Documentário: A ferida aberta do franquismo numa Espanha democrática

Em semana de eleições espanholas,a estreia do documentário "O Silêncio dos Outros", de Almudena Carracedo e Robert Bahar, vem provocar a reflexão sobre o valor da memória histórica na sociedade civil.

"Sou obrigado a viver a escassos metros da pessoa que me torturou", diz José María Galante enquanto aponta para uma porta e depois se volta para o prédio em frente, onde mora, do outro lado da rua. Esse torturador, Antonio González Pacheco, mais conhecido por Billy el Niño, nunca foi levado à justiça. A razão? Em 1977, Espanha disfarçou as cicatrizes políticas da Guerra Civil e do fim do franquismo com uma lei - a satisfazer a esquerda e a direita - que, ao mesmo tempo que garantia a libertação dos presos políticos, dava amnistia a todos os crimes da ditadura, tornando intocáveis os seus protagonistas. Devido a este "Pacto do Esquecimento", como é chamado, o capítulo negro da história do país foi obliterado do ensino escolar e, consequentemente, não faz parte do conhecimento e da memória das novas gerações. Por outras palavras, a lição do passado ficou tão soterrada como os milhares de cadáveres que continuam espalhados em valas comuns um pouco por todo o solo espanhol.

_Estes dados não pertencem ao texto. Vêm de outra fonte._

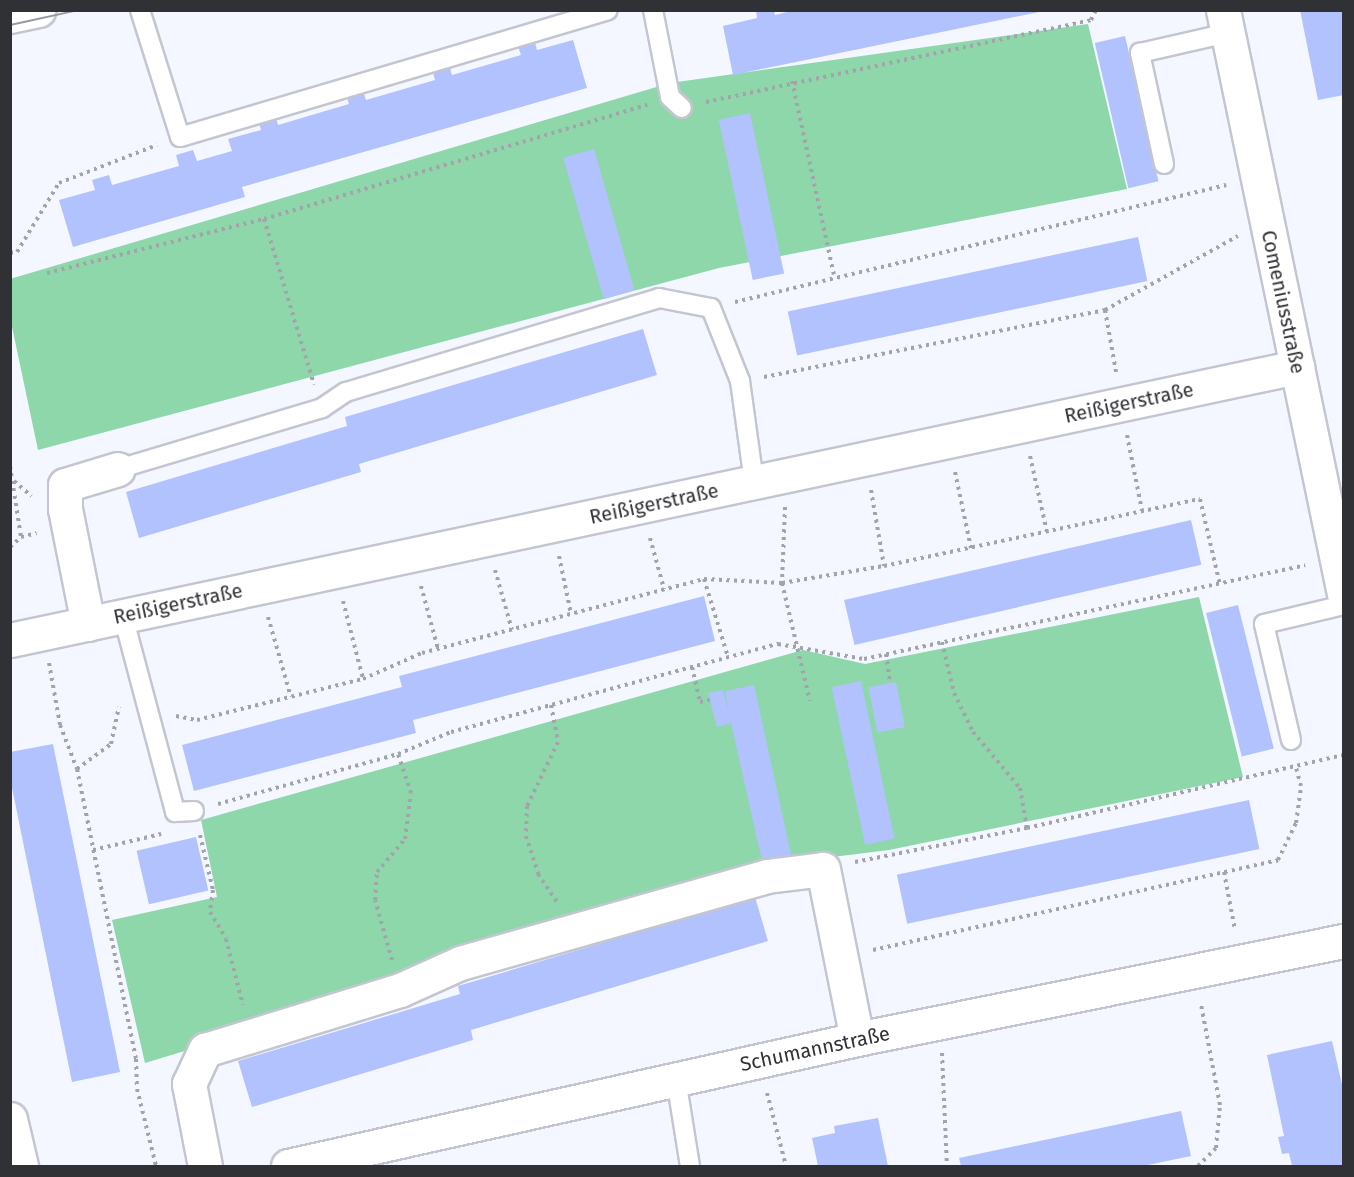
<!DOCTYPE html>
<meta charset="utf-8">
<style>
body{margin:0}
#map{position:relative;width:1354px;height:1177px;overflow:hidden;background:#f4f7ff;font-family:"Fira Sans",sans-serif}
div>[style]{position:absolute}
.green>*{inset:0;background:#8dd7ab}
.building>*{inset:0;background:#b1c2fe;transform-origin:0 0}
.path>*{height:4px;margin-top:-2px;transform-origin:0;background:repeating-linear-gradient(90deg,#a2a4aa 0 3px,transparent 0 7.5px)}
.roads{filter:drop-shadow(2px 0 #c3c6d0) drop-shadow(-2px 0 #c3c6d0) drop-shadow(0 2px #c3c6d0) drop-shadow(0 -2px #c3c6d0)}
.lane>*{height:18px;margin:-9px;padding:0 9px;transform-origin:9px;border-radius:9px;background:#fff}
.street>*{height:33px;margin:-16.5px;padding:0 16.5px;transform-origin:16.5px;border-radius:16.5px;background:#fff}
.secondary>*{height:33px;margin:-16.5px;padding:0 16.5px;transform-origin:16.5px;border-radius:16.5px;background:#fff}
.tram>*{height:1.5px;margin:-0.75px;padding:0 0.75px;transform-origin:0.75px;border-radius:0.75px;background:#96989e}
span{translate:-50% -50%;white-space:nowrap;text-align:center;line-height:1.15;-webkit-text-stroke:4.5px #fff;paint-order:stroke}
.street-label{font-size:20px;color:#303135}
.frame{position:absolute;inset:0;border:12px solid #303135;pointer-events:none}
</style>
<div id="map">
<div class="green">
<i style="clip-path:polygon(1088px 24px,1127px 189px,719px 268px,38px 450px,11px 322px,10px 279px,670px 83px)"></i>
<i style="clip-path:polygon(1199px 597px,1243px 777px,889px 850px,760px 866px,457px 968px,145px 1063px,112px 920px,217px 897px,201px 820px,803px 650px,865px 664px)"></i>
</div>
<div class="building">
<i style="clip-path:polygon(756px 10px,774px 10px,775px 15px,795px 10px,1039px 12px,733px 75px,723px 26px,757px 18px)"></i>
<i style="clip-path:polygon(1300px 10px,1344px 10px,1344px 95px,1318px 100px)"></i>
<i style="left:1125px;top:36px;width:149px;height:31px;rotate:77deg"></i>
<i style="clip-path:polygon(534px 39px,537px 50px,573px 40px,587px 88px,242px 187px,245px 197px,73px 247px,59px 200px,95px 190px,92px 180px,109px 175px,112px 185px,179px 166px,176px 155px,193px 150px,197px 161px,232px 151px,228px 139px,261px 130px,259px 123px,276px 118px,278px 125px,349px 104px,346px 95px,363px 91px,366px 100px,435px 80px,432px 69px,449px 64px,452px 75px,521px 55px,517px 44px)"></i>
<i style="left:750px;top:113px;width:164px;height:32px;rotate:78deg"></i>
<i style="left:594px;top:149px;width:147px;height:32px;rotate:74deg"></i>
<i style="left:1138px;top:237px;width:45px;height:358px;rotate:78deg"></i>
<i style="clip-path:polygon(643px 329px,657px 375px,359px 464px,361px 472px,139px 538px,126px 492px,347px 426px,345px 417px)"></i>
<i style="left:1191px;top:520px;width:46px;height:356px;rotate:77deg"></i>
<i style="clip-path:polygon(704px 596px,715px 641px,413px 720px,416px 733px,194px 791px,182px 745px,402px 687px,399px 676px)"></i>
<i style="left:1238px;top:605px;width:148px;height:33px;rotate:76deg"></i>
<i style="left:861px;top:681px;width:161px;height:30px;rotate:78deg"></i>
<i style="left:896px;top:682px;width:46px;height:28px;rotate:79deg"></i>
<i style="clip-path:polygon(754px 685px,792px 859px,763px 865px,731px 723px,717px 727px,708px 693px,723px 690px,729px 713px,725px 691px)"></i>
<i style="clip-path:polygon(53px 744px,120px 1072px,72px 1082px,10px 778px,10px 752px)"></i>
<i style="left:1249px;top:800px;width:50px;height:360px;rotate:78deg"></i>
<i style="left:196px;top:837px;width:55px;height:61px;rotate:77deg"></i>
<i style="clip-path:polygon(755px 897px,768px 941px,471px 1030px,473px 1040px,252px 1107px,238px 1061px,460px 994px,458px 986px)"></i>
<i style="clip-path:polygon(1332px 1041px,1344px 1093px,1344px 1166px,1292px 1166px,1289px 1153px,1282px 1154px,1278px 1137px,1284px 1136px,1267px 1055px)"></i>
<i style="clip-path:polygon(1181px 1111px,1191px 1156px,1143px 1166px,961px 1166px,959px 1158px)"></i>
<i style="clip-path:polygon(878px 1118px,888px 1166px,818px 1166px,812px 1138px,835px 1133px,834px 1126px)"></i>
</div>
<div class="path">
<i style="left:792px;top:81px;width:198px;rotate:77.8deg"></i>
<i style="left:706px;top:102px;width:394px;rotate:-12deg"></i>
<i style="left:1091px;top:20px;width:11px;rotate:-63deg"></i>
<i style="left:264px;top:219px;width:173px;rotate:73.2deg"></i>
<i style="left:10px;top:253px;width:7px;rotate:-8deg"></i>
<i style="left:17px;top:252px;width:81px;rotate:-58.7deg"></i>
<i style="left:59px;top:183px;width:105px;rotate:-21.2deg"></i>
<i style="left:47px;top:273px;width:224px;rotate:-14deg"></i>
<i style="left:264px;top:219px;width:400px;rotate:-16.6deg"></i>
<i style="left:735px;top:302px;width:505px;rotate:-13.4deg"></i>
<i style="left:1105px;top:310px;width:63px;rotate:79.9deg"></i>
<i style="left:764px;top:377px;width:348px;rotate:-11.1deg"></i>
<i style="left:1105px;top:310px;width:152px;rotate:-29.1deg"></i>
<i style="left:1127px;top:435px;width:77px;rotate:78.8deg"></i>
<i style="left:1030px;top:456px;width:78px;rotate:77.4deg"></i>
<i style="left:10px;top:466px;width:72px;rotate:81.2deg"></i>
<i style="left:955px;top:472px;width:78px;rotate:78.1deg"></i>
<i style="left:14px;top:481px;width:23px;rotate:41deg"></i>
<i style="left:871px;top:490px;width:77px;rotate:80.3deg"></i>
<i style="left:785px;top:507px;width:76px;rotate:92.3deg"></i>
<i style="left:782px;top:583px;width:121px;rotate:76.7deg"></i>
<i style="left:650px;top:538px;width:53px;rotate:74.6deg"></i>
<i style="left:10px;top:547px;width:15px;rotate:-42deg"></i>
<i style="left:21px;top:537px;width:16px;rotate:-14deg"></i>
<i style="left:559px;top:556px;width:59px;rotate:78.3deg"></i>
<i style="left:495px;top:570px;width:62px;rotate:74.2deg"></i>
<i style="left:704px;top:579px;width:82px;rotate:72.9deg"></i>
<i style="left:421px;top:586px;width:65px;rotate:74.9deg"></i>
<i style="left:343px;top:601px;width:81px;rotate:75.6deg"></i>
<i style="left:268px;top:617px;width:83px;rotate:74deg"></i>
<i style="left:942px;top:642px;width:52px;rotate:76.8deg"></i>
<i style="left:954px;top:693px;width:43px;rotate:64deg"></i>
<i style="left:973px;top:732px;width:73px;rotate:50deg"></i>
<i style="left:1020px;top:788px;width:41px;rotate:80.1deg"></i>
<i style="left:886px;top:654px;width:29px;rotate:82deg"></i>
<i style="left:49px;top:663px;width:63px;rotate:79.9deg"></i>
<i style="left:60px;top:725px;width:47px;rotate:68.9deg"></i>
<i style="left:77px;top:769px;width:296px;rotate:78.5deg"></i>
<i style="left:136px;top:1059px;width:30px;rotate:88deg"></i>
<i style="left:137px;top:1089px;width:79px;rotate:76.1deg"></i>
<i style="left:692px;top:667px;width:36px;rotate:77deg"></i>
<i style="left:700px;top:702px;width:10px;rotate:-11deg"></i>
<i style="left:551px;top:705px;width:38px;rotate:79deg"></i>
<i style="left:558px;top:742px;width:71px;rotate:115.8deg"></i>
<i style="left:527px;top:806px;width:30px;rotate:92deg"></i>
<i style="left:526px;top:836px;width:40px;rotate:72deg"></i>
<i style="left:538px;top:874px;width:34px;rotate:56deg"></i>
<i style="left:176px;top:716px;width:21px;rotate:11deg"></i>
<i style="left:197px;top:720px;width:171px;rotate:-13.9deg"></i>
<i style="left:363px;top:679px;width:64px;rotate:-23.8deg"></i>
<i style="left:422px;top:653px;width:292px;rotate:-14.7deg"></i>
<i style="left:704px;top:579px;width:78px;rotate:2.9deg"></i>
<i style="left:782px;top:583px;width:103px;rotate:-9.5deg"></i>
<i style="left:884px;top:566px;width:323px;rotate:-12deg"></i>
<i style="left:1200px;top:499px;width:88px;rotate:76.9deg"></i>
<i style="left:77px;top:769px;width:42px;rotate:-36.3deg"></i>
<i style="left:111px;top:744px;width:38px;rotate:-78deg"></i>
<i style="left:218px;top:804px;width:187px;rotate:-15.5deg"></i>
<i style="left:398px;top:754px;width:57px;rotate:-22.5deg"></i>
<i style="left:451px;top:732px;width:339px;rotate:-15.1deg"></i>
<i style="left:778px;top:644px;width:87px;rotate:9.9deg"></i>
<i style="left:864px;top:659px;width:451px;rotate:-12deg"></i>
<i style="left:200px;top:835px;width:57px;rotate:76.7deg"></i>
<i style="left:213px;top:890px;width:22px;rotate:98deg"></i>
<i style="left:210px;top:912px;width:31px;rotate:59deg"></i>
<i style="left:226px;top:939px;width:68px;rotate:75.6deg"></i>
<i style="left:93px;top:850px;width:70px;rotate:-13.2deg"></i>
<i style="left:855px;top:862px;width:175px;rotate:-11.2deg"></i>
<i style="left:1027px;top:828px;width:325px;rotate:-13deg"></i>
<i style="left:1224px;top:872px;width:59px;rotate:79.3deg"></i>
<i style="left:873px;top:950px;width:415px;rotate:-12.5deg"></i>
<i style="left:1278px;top:860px;width:41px;rotate:-64.1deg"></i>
<i style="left:1296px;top:823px;width:37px;rotate:-82deg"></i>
<i style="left:1301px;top:786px;width:20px;rotate:-105deg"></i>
<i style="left:392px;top:960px;width:62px;rotate:-105.8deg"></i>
<i style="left:375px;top:900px;width:28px;rotate:-86deg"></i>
<i style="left:377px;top:872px;width:43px;rotate:-49.7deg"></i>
<i style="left:405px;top:839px;width:46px;rotate:-82.6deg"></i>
<i style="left:411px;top:793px;width:41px;rotate:-108.4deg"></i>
<i style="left:942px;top:1053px;width:113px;rotate:87.5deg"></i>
<i style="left:767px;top:1093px;width:75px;rotate:75.4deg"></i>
<i style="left:1198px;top:1166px;width:25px;rotate:-45deg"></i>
<i style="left:1216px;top:1148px;width:43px;rotate:-84.7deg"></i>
<i style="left:1220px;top:1105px;width:103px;rotate:-100.7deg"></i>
</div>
<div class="roads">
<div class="lane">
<i style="left:140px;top:10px;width:133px;rotate:72.5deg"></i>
<i style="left:180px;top:137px;width:446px;rotate:-16.5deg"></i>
<i style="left:653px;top:10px;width:89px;rotate:78.9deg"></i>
<i style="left:670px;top:97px;width:16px;rotate:43deg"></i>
<i style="left:1164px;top:164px;width:114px;rotate:-102.2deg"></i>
<i style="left:1140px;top:53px;width:90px;rotate:-12.8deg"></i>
<i style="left:118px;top:469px;width:213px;rotate:-16.6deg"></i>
<i style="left:322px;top:408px;width:29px;rotate:-34deg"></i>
<i style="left:346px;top:392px;width:327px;rotate:-16.7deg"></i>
<i style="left:659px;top:298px;width:53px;rotate:10.9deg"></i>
<i style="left:711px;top:308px;width:79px;rotate:68.3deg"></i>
<i style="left:740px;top:381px;width:102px;rotate:82.1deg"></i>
<i style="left:123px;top:616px;width:203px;rotate:75.1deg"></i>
<i style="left:175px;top:812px;width:19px;rotate:-3deg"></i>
<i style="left:1291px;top:740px;width:119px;rotate:-103.1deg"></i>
<i style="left:1264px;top:624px;width:82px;rotate:-13.4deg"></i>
<i style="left:676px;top:1079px;width:88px;rotate:80.9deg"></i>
</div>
<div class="street">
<i style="left:1223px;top:10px;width:596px;rotate:78.29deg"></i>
<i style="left:88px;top:624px;width:117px;rotate:-101.3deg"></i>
<i style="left:65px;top:509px;width:24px;rotate:-90deg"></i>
<i style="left:65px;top:485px;width:55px;rotate:-16.8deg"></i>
<i style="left:10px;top:640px;width:1316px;rotate:-11.98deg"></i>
<i style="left:10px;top:1119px;width:48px;rotate:76.8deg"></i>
<i style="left:205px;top:1166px;width:84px;rotate:-101deg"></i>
<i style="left:189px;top:1084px;width:38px;rotate:-65deg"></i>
<i style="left:205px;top:1050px;width:204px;rotate:-17.1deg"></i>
<i style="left:400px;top:990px;width:66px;rotate:-24.2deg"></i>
<i style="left:460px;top:963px;width:319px;rotate:-15.8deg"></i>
<i style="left:767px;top:876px;width:56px;rotate:-7.1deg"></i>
<i style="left:823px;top:869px;width:173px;rotate:78.7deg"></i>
<i style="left:288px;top:1166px;width:583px;rotate:-12.58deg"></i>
<i style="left:857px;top:1039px;width:497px;rotate:-11.4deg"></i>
</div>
<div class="secondary">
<i style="left:10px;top:16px;width:29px;rotate:-12deg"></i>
</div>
</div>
<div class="tram">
<i style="left:10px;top:25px;width:71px;rotate:-12.3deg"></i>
</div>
<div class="street-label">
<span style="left:1283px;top:302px;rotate:78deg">Comeniusstraße</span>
<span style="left:1129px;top:403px;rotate:-12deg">Reißigerstraße</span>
<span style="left:654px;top:504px;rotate:-12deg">Reißigerstraße</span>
<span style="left:178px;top:604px;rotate:-12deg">Reißigerstraße</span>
<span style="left:815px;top:1049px;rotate:-12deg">Schumannstraße</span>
</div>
<div class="frame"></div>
</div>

Um desses cadáveres é o da mãe da idosa María Martín, que conta como a levaram de casa, lhe raparam o cabelo e a expuseram aos olhos da aldeia como uma "comuna", sem que esta nada tivesse feito. Morta na noite de tal episódio medonho e enterrada num fosso, o pai de María pediu-lhe que um dia tentasse recuperar os restos mortais da mãe e os juntasse com os dele. Enquanto esteve viva, ela continuou à espera de conseguir cumprir a promessa, deixando regularmente flores à beira da estrada debaixo da qual jaz a mulher que a trouxe ao mundo, e mais umas dezenas de cadáveres.

É de histórias de pessoas como José María Galante e María Martín que se faz ao documentário O Silêncio dos Outros, assinado pela espanhola Almudena Carracedo e pelo norte-americano Robert Bahar, com produção de Pedro Almodóvar. São as vítimas do franquismo que aqui ganham voz reclamando o direito de não esquecer e, sobretudo, de não serem esquecidas. Por isso, mais do que um trabalho assente em material de arquivo (que também surge, num ou noutro momento, para contextualizar o cenário político), este é um olhar que busca a dignidade nos rostos de quem não desistiu de lutar pela verdade, individual e coletiva, e pela justiça em nome dos seus familiares. Ao longo de seis anos, a dupla de realizadores seguiu a organização de um grupo e o processo que o levou até à Argentina para ser ouvido por uma juíza, a fim de pressionar a justiça espanhola e fazer crescer o movimento popular contra a lei de amnistia. A encaminhá-los na diligência esteve o advogado de Direitos Humanos Carlos Slepoy (1949-2017), conhecido pela sua colaboração, ao lado do juiz Baltazar Garzón, no processo que pôs o ditador chileno Augusto Pinochet atrás das grades, em 1998.

As estátuas alvejadas

Para além dos casos de tortura e de quem tem enterrados os seus entes queridos em valas comuns, ouvem-se também relatos de mães cujos bebés foram roubados ainda na maternidade - diziam-lhes que estavam mortos - para serem entregues às famílias dos militares (portanto, afetas ao regime). São narrativas que se acumulam e dão uma "fotografia" dos horrores da ditadura de Francisco Franco, ao mesmo tempo que adensam o valor humano do documentário, aproximando-nos da causa que o move. E, pouco a pouco, pequenas vitórias foram alcançadas nesta jornada. Por exemplo, José María viu o homem que o torturou em jovem, pelo menos, exposto na televisão pelos crimes que cometeu, e uma das idosas (não María Martin) que reclamava os restos mortais do seu pai, conseguiu uma autorização para os mandar exumar.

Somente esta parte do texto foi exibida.